Though hunters bought the antler less license and harvested deer the fact still remains that the hunter and political pressures were nearly always put into play to force the Game Commission into reducing the allocations every single time the harvests started to get even close to be affective at protecting the deer food supplies. That went on for decade after decade and has been going on for well over fifty years in the northern tier areas of the state.
I know if has been going on because I have been there to hear high powered politicians tell the Commission that if they didn’t reduce the antler less allocations they would never get a license increase. I have been there to hear the politicians say that their constituents wanted fewer antler less license and if the Game Commission didn’t reduce the allocations they would take the regulatory powers away from the Commission and they would decide how many license to issue. I have seen first hand the public (hunter) and political pressures that absolutely forced the professional deer managers into do what they knew to be the wrong thing for the future of the deer, their habitat and the future of hunting.

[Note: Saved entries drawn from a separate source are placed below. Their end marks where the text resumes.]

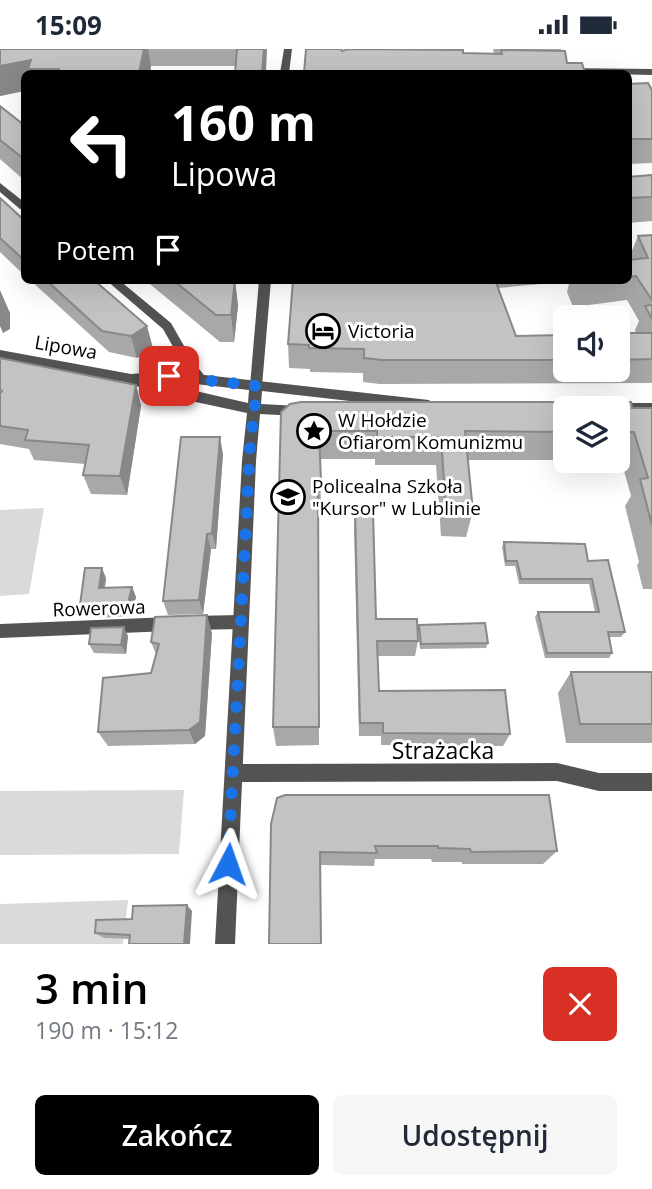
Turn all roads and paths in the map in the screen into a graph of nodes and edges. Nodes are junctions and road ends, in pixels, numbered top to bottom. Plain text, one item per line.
1 (288, 49) edge
2 (285, 70) edge
3 (632, 72) edge
4 (652, 72) edge
5 (1, 188) edge
6 (21, 205) edge
7 (118, 284) edge
8 (265, 284) edge
9 (0, 355) edge
10 (126, 377) junction
11 (201, 379) junction
12 (257, 386) junction
13 (630, 408) edge
14 (652, 408) edge
15 (254, 409) junction
16 (307, 411) edge
17 (367, 412) edge
18 (241, 622) junction
19 (0, 631) edge
20 (234, 773) junction
21 (652, 782) edge
22 (225, 944) edge

1 - 2 street
3 - 4 street
5 - 6 street
7 - 11 street
8 - 12 street
9 - 10 street, Lipowa
10 - 11 street, Lipowa
10 - 15 street, Lipowa
11 - 12 street, Lipowa
12 - 15 street
12 - 17 street, Lipowa
13 - 14 street
15 - 16 street, Lipowa
15 - 18 street
18 - 19 street, Rowerowa
18 - 20 street
20 - 21 street, Strażacka
20 - 22 street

The thing is I saw those things occurring twenty years ago and now I see the same tactics in play once again. It will not work to have more deer for the future this time any more then it worked the last time. It is the exact opposite of what will result in having the best possible deer management for the future. History has proven that over protection doesn’t result in having more deer for anything more then short term periods of ideal environmental conditions. Yet hunters refuse to learn that lesson and fight to keep repeating that same STUPID mistake over and over and over.